The Necessary and Proper Stewardship of Judicial Data
58 Pages Posted: 5 Oct 2023 Last revised: 17 Oct 2023
Date Written: September 20, 2023
Governments and commercial firms create profits and social gain by exploiting large pools of data. One source of valuable data, however, lies in public hands yet remains largely untapped. While the deep reservoirs of data produced by Congress and federal agencies have long been available for public use, the data produced by federal judiciary is only loosely regulated, imperfectly used (except by a small number of well-resourced private data cartels), and largely ignored by scholars. But the ordinary process of litigation in federal courts generates an enormous volume of data. Especially after recent developments in large language models, this data holds immense potential for private gain and public good. It can be used to predict case outcomes or clarify the law in ways that advance legality and judicial access. It can reveal shortfalls in judicial practice and enable the provision of cheaper, better access to justice. It can make legible many otherwise invisible social facts that, if brought to light, can help improve public policy. Or else it can serve as a private profit center, its benefits accruing to a small coterie of data brokering firms capable of monopolizing its commercial use.
This Article is the first to address the complex empirical, legal, and normative questions raised by the untapped public asset of judicial data. It first develops a positive, descriptive account of how federal courts produce, dissipate, preserve, or disclose information. This includes a map of the known sources of Article III data (e.g., opinions, orders, briefs), but also extends, however, to a massive volume of ‘dark data’ produced but either lost or buried by the courts.

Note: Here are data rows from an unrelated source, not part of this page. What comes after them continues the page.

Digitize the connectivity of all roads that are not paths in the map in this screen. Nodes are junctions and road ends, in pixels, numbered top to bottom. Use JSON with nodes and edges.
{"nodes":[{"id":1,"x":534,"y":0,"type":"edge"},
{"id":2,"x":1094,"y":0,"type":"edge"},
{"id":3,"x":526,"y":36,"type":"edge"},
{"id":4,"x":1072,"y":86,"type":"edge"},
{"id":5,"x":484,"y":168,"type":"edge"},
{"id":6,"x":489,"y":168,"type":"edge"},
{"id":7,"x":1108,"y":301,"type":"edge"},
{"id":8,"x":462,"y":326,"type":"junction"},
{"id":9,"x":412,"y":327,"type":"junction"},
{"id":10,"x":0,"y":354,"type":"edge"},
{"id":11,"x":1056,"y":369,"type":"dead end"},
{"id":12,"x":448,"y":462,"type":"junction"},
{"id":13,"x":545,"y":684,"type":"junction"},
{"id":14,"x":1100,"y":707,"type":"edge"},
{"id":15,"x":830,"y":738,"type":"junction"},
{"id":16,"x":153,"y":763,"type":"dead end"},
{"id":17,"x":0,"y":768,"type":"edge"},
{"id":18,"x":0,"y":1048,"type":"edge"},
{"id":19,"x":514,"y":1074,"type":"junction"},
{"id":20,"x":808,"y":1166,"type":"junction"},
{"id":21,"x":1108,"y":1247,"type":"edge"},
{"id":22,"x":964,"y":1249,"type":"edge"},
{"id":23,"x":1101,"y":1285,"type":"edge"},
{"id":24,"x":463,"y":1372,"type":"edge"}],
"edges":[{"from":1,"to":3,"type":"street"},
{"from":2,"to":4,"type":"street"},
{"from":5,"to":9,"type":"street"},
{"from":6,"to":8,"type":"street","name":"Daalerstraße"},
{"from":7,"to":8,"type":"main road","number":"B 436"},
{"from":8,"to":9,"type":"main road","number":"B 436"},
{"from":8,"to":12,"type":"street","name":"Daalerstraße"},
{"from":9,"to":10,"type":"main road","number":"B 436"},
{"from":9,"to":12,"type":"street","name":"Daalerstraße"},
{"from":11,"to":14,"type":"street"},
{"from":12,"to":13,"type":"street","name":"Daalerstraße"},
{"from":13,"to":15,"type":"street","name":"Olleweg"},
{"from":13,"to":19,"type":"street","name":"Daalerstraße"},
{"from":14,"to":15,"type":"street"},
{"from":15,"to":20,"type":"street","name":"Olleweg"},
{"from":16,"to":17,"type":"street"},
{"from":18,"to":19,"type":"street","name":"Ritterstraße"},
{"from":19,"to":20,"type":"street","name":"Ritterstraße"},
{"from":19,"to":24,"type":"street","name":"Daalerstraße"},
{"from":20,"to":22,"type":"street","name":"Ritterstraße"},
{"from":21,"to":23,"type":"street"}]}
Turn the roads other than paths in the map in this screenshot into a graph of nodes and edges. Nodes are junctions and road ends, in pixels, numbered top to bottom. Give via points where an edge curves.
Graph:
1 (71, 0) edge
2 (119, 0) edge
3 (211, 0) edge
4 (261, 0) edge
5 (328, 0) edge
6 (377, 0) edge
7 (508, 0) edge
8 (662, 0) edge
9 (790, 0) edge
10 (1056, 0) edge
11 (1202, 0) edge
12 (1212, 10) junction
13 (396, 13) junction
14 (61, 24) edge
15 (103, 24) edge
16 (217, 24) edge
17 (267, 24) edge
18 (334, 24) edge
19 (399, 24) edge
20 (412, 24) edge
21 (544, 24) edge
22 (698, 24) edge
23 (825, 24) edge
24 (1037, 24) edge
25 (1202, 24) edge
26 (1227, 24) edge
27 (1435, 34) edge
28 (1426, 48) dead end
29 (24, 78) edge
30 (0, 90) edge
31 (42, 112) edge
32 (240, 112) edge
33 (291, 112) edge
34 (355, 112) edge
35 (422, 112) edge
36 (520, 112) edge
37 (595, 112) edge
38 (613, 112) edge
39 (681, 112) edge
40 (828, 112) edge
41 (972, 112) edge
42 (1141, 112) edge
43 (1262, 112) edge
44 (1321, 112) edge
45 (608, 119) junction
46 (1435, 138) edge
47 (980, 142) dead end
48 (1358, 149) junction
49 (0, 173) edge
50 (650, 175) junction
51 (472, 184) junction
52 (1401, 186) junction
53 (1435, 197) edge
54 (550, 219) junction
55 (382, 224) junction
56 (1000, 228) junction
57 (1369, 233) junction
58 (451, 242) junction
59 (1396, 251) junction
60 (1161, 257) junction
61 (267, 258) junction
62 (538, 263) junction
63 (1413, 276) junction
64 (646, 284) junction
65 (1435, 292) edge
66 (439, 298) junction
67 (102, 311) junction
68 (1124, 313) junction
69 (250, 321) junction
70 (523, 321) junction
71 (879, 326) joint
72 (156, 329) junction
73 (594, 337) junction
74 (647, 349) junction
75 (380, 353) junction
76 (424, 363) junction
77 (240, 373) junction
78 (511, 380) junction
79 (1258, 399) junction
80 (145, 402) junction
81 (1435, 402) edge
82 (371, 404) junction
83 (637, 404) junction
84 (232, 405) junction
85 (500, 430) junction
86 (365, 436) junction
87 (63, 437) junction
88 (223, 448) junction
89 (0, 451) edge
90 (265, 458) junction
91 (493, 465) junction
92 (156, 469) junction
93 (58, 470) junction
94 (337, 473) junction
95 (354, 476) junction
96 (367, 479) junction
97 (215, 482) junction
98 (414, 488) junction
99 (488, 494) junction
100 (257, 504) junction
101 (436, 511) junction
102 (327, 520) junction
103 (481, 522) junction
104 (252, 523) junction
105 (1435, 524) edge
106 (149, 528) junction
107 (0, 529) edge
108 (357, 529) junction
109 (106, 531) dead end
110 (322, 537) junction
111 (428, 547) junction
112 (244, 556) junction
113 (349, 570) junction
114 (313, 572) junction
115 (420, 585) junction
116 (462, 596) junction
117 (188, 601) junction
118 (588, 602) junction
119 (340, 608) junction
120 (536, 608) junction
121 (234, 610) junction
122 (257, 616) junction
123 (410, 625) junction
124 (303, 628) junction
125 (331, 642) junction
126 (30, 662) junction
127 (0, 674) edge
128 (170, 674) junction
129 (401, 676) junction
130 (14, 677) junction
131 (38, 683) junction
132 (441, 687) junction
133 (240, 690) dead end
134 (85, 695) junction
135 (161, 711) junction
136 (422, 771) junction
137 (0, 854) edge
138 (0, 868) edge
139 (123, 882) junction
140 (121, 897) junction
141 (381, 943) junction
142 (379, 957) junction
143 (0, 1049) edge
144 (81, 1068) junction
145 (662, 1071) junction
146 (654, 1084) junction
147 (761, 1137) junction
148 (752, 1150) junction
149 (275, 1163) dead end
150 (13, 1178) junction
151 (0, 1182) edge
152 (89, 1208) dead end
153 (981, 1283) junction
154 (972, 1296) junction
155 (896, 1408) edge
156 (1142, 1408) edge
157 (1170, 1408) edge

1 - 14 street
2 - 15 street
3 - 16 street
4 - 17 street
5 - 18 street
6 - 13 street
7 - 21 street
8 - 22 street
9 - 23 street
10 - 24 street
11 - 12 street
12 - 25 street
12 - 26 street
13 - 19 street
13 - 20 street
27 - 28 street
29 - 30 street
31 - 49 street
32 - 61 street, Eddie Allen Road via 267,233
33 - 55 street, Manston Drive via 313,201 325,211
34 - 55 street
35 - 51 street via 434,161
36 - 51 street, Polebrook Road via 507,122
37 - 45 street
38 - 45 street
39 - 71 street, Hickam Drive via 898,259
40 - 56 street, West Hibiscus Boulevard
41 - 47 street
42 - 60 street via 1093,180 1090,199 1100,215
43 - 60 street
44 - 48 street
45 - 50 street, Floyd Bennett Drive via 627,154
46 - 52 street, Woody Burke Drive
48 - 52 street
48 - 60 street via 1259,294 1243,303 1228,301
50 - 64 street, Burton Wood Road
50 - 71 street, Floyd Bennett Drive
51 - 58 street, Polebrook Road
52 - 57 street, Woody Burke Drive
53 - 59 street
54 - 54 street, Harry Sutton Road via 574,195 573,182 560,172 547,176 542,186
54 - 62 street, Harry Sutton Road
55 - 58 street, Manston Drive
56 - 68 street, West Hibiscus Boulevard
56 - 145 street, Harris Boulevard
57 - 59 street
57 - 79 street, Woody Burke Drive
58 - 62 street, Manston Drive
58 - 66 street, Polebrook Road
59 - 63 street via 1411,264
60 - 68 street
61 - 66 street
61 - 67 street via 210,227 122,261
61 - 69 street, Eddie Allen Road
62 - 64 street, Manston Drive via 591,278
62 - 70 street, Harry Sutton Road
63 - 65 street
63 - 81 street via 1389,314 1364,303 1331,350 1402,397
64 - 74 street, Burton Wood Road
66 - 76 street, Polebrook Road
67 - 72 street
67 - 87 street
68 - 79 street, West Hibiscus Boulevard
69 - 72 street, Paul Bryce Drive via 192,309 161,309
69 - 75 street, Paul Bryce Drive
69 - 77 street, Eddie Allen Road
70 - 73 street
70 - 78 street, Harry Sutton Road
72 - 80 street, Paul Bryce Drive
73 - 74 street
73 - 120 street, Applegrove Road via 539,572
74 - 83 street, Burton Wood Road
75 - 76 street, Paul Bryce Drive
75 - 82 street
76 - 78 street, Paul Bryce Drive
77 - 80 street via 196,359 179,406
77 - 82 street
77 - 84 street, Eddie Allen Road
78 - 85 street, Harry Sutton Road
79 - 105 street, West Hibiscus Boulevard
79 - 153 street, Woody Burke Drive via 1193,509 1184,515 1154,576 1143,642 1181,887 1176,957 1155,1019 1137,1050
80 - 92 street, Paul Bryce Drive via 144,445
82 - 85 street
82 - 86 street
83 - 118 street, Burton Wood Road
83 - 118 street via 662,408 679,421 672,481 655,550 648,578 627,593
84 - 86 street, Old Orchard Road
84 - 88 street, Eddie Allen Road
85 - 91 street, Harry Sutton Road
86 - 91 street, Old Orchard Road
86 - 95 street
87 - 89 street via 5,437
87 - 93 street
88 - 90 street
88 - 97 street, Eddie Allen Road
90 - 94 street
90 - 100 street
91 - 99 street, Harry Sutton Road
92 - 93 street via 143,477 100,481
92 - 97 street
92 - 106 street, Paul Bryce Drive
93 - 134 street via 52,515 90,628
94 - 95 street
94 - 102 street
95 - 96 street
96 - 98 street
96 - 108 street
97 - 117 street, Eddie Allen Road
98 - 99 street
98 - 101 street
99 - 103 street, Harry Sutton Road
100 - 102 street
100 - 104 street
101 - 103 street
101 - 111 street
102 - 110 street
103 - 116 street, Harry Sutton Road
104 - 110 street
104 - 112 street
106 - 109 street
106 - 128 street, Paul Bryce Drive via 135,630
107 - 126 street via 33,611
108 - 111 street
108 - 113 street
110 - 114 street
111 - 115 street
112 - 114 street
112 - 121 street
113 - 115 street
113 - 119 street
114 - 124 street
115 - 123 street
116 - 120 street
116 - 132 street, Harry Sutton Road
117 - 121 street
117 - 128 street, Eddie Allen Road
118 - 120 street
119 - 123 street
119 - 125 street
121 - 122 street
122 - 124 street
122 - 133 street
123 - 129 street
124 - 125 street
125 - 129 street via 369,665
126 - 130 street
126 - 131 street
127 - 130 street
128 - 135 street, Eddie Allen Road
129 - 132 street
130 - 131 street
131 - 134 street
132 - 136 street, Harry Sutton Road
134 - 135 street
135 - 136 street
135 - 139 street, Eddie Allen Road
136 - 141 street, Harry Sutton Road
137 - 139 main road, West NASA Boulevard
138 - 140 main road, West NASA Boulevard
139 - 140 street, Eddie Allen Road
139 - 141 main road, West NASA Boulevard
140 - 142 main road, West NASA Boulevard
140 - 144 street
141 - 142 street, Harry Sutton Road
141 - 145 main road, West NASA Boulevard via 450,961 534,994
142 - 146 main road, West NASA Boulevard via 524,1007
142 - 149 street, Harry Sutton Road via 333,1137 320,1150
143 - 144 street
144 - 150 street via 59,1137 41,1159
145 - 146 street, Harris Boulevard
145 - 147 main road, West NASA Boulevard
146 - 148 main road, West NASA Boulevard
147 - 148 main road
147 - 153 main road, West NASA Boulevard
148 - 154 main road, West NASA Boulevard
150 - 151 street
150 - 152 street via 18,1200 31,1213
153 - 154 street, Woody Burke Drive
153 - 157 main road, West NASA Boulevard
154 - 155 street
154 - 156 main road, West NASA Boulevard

This positive analysis further uncovers a complex administrative framework by which a plethora of manifold walls and hurdles—some categorical, and some individuated—are thrown up to slow down or stop public access.
With this positive understanding in hand, we offer a careful analysis of the constitutional questions implicated in decisions to disclose, or to render opaque, judicial data. Drawing attention to the key question of who controls judicial data flows, we demonstrate the existence of sweeping congressional power to regulate judicial data outside of a small zone of inherent judicial authority and a handful of instances in which privacy or safety are in play. Congressional authority, therefore, is the rule and not the exception. With these empirical and legal foundations in hand, the Article offers a normative evaluation of how Congress should regulate the production and dissemination of judicial data, in light of the capabilities and incentives of relevant actors. The information produced by the federal courts should not be exclusively a source of private profit for the data-centered firms presently monopolizing access. It is a public asset that should be elicited and disseminated in ways that advance the federal courts’ mission of equal justice under law.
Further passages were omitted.